**INSTRUCTIONS FOR THE TASK**. With the images removed, transcribe the listing that follows exactly.

**ENTRIES SUPPLIED**.
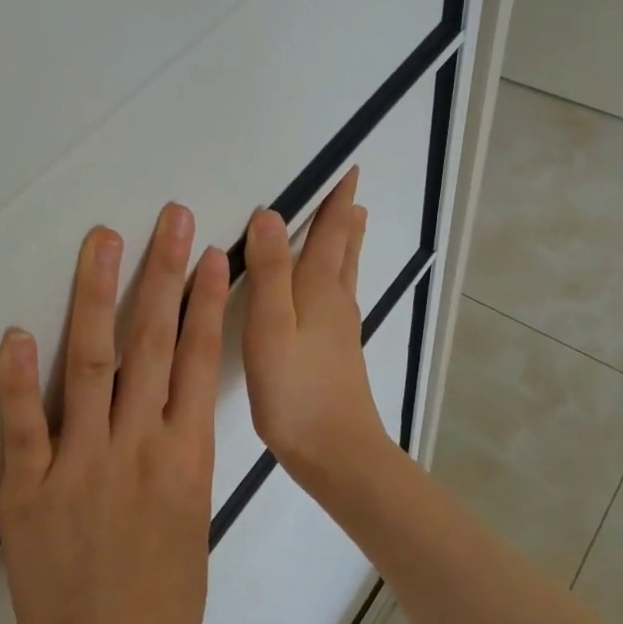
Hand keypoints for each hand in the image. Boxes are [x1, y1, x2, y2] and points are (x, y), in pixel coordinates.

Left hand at [0, 204, 230, 623]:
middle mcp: (136, 448)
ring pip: (91, 365)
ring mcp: (80, 465)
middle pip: (150, 344)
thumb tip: (170, 404)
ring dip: (97, 297)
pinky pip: (23, 426)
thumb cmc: (164, 601)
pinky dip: (18, 378)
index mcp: (185, 459)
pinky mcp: (29, 489)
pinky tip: (18, 332)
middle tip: (167, 219)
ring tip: (103, 242)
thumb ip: (181, 454)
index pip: (195, 361)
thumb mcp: (195, 518)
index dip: (202, 302)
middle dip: (161, 274)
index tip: (208, 253)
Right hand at [242, 168, 389, 480]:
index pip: (331, 233)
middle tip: (351, 192)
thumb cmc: (296, 388)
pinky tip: (334, 290)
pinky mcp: (339, 353)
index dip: (337, 201)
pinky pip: (339, 296)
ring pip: (345, 273)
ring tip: (353, 223)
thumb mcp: (271, 325)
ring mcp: (341, 329)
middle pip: (344, 249)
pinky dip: (338, 274)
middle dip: (345, 218)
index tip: (349, 170)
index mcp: (319, 289)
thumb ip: (269, 271)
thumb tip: (270, 215)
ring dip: (347, 243)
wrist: (337, 453)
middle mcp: (336, 302)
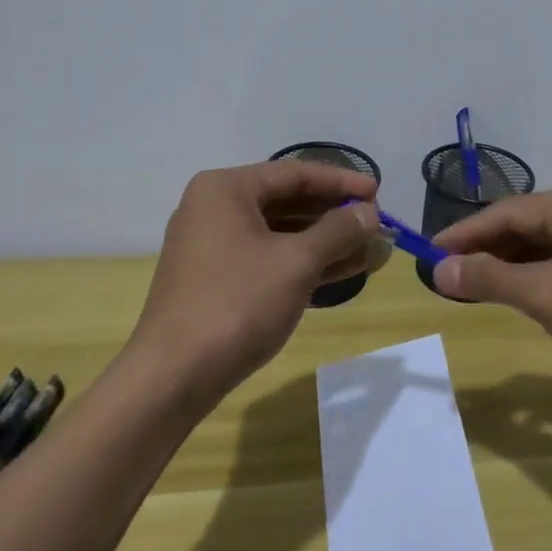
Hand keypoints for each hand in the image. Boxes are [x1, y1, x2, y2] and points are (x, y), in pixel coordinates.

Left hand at [126, 161, 385, 405]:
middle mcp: (215, 208)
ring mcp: (213, 246)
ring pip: (280, 233)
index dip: (340, 181)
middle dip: (335, 214)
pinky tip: (342, 271)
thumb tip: (370, 212)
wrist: (173, 377)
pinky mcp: (216, 280)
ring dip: (325, 241)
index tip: (378, 191)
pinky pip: (268, 258)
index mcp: (226, 189)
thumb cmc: (237, 304)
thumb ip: (337, 230)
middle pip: (287, 201)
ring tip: (371, 249)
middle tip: (376, 223)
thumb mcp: (296, 262)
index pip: (294, 174)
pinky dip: (303, 263)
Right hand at [431, 184, 551, 391]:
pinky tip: (514, 292)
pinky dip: (532, 275)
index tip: (430, 252)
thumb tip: (437, 270)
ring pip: (542, 244)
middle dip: (485, 248)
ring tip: (471, 283)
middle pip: (525, 224)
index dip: (465, 232)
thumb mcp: (545, 296)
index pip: (508, 211)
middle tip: (447, 271)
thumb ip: (489, 278)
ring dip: (507, 263)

**ANSWER TO THE EXERCISE**.
Hand keypoints for each hand in the image. Boxes are [x1, y1, x2, y2] and points are (x, y), in pixel coordinates.

Left hand at [0, 204, 230, 623]:
middle mcp: (136, 448)
ring pip: (91, 365)
ring mcp: (80, 465)
middle pip: (150, 344)
thumb tip: (170, 404)
ring dip: (97, 297)
pinky pip: (23, 426)
thumb cmc: (164, 601)
pinky dip: (18, 378)
index mcp: (185, 459)
pinky mcp: (29, 489)
pinky tip: (18, 332)
middle tip: (167, 219)
ring tip: (103, 242)
thumb ip: (181, 454)
index pip: (195, 361)
thumb mcp: (195, 518)
index dip: (202, 302)
middle dip: (161, 274)
index tip: (208, 253)
Right hand at [242, 168, 389, 480]:
index pip: (331, 233)
middle tip: (351, 192)
thumb cmc: (296, 388)
pinky tip: (334, 290)
pinky mcp: (339, 353)
index dip: (337, 201)
pinky pip: (339, 296)
ring pip: (345, 273)
ring tip: (353, 223)
thumb mcp: (271, 325)
ring mcp: (341, 329)
middle pip: (344, 249)
pinky dip: (338, 274)
middle dip: (345, 218)
index tip: (349, 170)
index mcp: (319, 289)
thumb ip: (269, 271)
thumb tip: (270, 215)
ring dip: (347, 243)
wrist: (337, 453)
middle mcp: (336, 302)
Hand keypoints for each hand in the image. Boxes are [x1, y1, x2, y2] and points are (x, y), in pixel coordinates.

Left hand at [126, 161, 385, 405]:
middle mcp: (215, 208)
ring mcp: (213, 246)
ring pip: (280, 233)
index dip: (340, 181)
middle dip: (335, 214)
pinky tip: (342, 271)
thumb tip: (370, 212)
wrist: (173, 377)
pinky mcp: (216, 280)
ring dip: (325, 241)
index tip: (378, 191)
pinky pip: (268, 258)
index mcp: (226, 189)
thumb cmc: (237, 304)
thumb ip: (337, 230)
middle pip: (287, 201)
ring tip: (371, 249)
middle tip: (376, 223)
thumb mcp: (296, 262)
index pip: (294, 174)
pinky dip: (303, 263)
Right hand at [431, 184, 551, 391]:
pinky tip: (514, 292)
pinky dip: (532, 275)
index tip: (430, 252)
thumb tip: (437, 270)
ring pip: (542, 244)
middle dip: (485, 248)
ring tip: (471, 283)
middle pip: (525, 224)
index dip: (465, 232)
thumb mcp: (545, 296)
index pip: (508, 211)
middle tip: (447, 271)
thumb ip: (489, 278)
ring dip: (507, 263)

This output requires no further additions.